Estrogen has a direct effect on that conversion. Specifically, estrogen at high levels reduces the sensitivity of the GH receptor in your liver, which means your liver produces less IGF-1 in response to the same growth hormone signal. Some research also suggests elevated estrogen increases a protein called IGF binding protein 1, which binds IGF-1 and makes it less biologically active even after it is produced.

So if your estrogen is elevated relative to your testosterone, and you run a peptide protocol to raise your GH pulse, a meaningful portion of that pulse gets wasted because the downstream conversion is impaired. You are stimulating a system that cannot fully respond.

This is why the sequence is optimize thyroid, then bring testosterone and estrogen into a healthy ratio, then add IGF-1 optimization on top.

The same logic applies to jumping straight to TRT. Testosterone replacement therapy works, and there are men who genuinely need it, but the reflex to prescribe it before addressing lifestyle variables misses the fact that most of the inputs your body uses to make testosterone are within your control without injecting anything.

Sleep is probably the biggest one. The majority of your daily testosterone production happens during sleep, specifically during the deep slow-wave stages, and men who are chronically sleep-restricted show measurable reductions in testosterone across multiple studies. One study found that sleeping five hours per night versus eight hours reduced testosterone levels by roughly 10 to 15 percent in healthy young men over just one week.

Dietary fat is another input that is consistently underappreciated. The raw material for testosterone is cholesterol, and diets that are severely fat-restricted have been associated with lower testosterone. Zinc and vitamin D both play roles in the enzymatic steps of testosterone synthesis, and deficiency in either one can suppress output meaningfully.

Chronic stress elevates cortisol, which competes with testosterone at a receptor level and also suppresses the LH signal from your pituitary. The pathway is called the hypothalamic-pituitary-gonadal axis, and cortisol interference is one of the more direct ways that psychological stress translates into hormonal suppression.

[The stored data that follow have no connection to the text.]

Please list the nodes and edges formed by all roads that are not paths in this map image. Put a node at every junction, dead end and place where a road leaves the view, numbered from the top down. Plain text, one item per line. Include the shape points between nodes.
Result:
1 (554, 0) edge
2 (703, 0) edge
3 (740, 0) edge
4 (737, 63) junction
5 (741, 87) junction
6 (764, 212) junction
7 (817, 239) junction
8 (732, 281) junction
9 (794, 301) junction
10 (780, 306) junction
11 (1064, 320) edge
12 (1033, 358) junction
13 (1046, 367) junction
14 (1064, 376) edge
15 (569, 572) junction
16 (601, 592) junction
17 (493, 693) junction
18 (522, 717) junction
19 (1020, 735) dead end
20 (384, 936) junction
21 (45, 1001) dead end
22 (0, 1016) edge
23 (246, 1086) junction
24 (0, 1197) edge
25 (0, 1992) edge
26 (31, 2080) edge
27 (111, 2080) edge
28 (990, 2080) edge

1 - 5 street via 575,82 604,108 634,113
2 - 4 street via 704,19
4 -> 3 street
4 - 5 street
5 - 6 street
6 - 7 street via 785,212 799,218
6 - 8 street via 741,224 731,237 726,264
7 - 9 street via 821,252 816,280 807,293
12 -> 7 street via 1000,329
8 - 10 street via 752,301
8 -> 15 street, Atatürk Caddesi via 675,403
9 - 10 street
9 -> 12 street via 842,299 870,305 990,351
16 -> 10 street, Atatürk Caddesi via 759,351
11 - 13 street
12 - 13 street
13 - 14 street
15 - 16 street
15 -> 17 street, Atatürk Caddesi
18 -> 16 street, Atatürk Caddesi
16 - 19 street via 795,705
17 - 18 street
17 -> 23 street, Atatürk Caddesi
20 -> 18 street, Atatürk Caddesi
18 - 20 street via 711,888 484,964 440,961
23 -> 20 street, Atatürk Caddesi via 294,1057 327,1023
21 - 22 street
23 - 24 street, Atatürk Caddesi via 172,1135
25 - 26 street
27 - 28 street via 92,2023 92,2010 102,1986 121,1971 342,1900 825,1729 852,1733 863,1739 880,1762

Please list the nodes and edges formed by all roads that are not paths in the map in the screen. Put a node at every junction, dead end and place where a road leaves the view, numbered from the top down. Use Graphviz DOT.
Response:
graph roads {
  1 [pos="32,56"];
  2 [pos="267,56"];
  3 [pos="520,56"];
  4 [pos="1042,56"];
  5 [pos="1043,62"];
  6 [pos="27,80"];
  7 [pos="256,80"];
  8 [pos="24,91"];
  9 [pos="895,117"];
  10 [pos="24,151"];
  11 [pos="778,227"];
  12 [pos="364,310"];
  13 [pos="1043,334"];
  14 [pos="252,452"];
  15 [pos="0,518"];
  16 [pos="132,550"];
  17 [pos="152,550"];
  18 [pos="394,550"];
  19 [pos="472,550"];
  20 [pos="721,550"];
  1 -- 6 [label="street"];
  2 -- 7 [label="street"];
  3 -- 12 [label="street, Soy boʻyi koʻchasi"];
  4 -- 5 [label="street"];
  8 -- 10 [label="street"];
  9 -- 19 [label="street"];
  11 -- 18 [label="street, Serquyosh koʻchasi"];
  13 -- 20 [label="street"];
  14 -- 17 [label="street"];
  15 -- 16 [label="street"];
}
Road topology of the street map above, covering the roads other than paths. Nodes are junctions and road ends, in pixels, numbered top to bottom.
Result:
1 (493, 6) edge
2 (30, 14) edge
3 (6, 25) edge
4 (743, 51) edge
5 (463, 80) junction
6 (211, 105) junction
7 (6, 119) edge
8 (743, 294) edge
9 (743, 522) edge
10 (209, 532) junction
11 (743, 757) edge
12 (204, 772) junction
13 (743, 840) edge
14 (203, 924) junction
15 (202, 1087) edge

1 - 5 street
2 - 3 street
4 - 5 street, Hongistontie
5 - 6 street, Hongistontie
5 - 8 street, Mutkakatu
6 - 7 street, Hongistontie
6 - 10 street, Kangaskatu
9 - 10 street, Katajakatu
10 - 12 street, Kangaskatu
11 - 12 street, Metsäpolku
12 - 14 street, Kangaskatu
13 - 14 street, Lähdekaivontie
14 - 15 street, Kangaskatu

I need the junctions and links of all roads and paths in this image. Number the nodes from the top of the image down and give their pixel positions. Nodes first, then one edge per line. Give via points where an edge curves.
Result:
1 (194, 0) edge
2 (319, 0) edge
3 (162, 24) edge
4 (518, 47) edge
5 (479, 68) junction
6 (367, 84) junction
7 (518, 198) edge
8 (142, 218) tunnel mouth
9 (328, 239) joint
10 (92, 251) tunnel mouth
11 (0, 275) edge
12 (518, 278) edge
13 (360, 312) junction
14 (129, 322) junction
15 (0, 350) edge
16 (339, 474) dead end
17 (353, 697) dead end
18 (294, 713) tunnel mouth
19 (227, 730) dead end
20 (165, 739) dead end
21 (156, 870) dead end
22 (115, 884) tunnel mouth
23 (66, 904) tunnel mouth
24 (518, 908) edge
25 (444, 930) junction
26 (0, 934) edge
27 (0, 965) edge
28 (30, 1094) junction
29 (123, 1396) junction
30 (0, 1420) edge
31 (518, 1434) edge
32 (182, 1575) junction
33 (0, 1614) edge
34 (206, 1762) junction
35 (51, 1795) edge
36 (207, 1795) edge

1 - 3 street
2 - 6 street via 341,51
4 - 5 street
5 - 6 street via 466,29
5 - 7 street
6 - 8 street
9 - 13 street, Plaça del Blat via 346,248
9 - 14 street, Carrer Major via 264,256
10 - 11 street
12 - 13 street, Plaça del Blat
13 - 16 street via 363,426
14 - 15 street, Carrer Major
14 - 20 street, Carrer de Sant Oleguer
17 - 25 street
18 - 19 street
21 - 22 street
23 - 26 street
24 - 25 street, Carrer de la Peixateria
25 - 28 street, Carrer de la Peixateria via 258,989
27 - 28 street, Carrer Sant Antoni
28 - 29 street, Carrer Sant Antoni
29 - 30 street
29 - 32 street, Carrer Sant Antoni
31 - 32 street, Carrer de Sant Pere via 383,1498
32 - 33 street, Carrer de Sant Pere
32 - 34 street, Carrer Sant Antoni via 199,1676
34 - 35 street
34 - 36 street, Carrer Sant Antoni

When you address sleep, reduce chronic stress, correct nutritional deficiencies, and train consistently but not excessively, many men see testosterone increases in the range of 200 to 400 ng/dL. That is not a small shift. For a man sitting at 350 ng/dL, that could move him to 550 to 750, which is a functionally different place, without ever introducing exogenous hormones.

The reason this matters beyond just avoiding a needle is that TRT, once started, typically suppresses your own production through something called negative feedback, where the exogenous testosterone signals your hypothalamus to stop sending the pulse that tells your testes to work. Over time, your testes can atrophy. Your natural production can become difficult or impossible to recover. That is a manageable tradeoff for someone who truly needs TRT, but it is a significant cost to pay for someone who just needed to sleep eight hours and fix a zinc deficiency.

The peptide situation is similar in structure. Peptides are not harmful in the way TRT can be, but spending money on growth hormone optimization before you have established the hormonal environment that lets your liver convert that growth hormone into usable IGF-1 is like upgrading the fuel injectors on a car with a failing battery. The top of the system has nowhere to put the extra input.

The correct sequence is not complicated. Fix the foundation first. Your thyroid, your sleep, your diet, your stress. Then bring your sex hormones into a good ratio, because that ratio is what determines how well everything above it works. Then if you still have room to optimize after all of that is dialed in, that is when tools like peptides actually have the environment they need to do what they are designed to do.

Most guys never get to test what an optimized hormonal foundation actually feels like, because they skip to the tools before the foundation is built.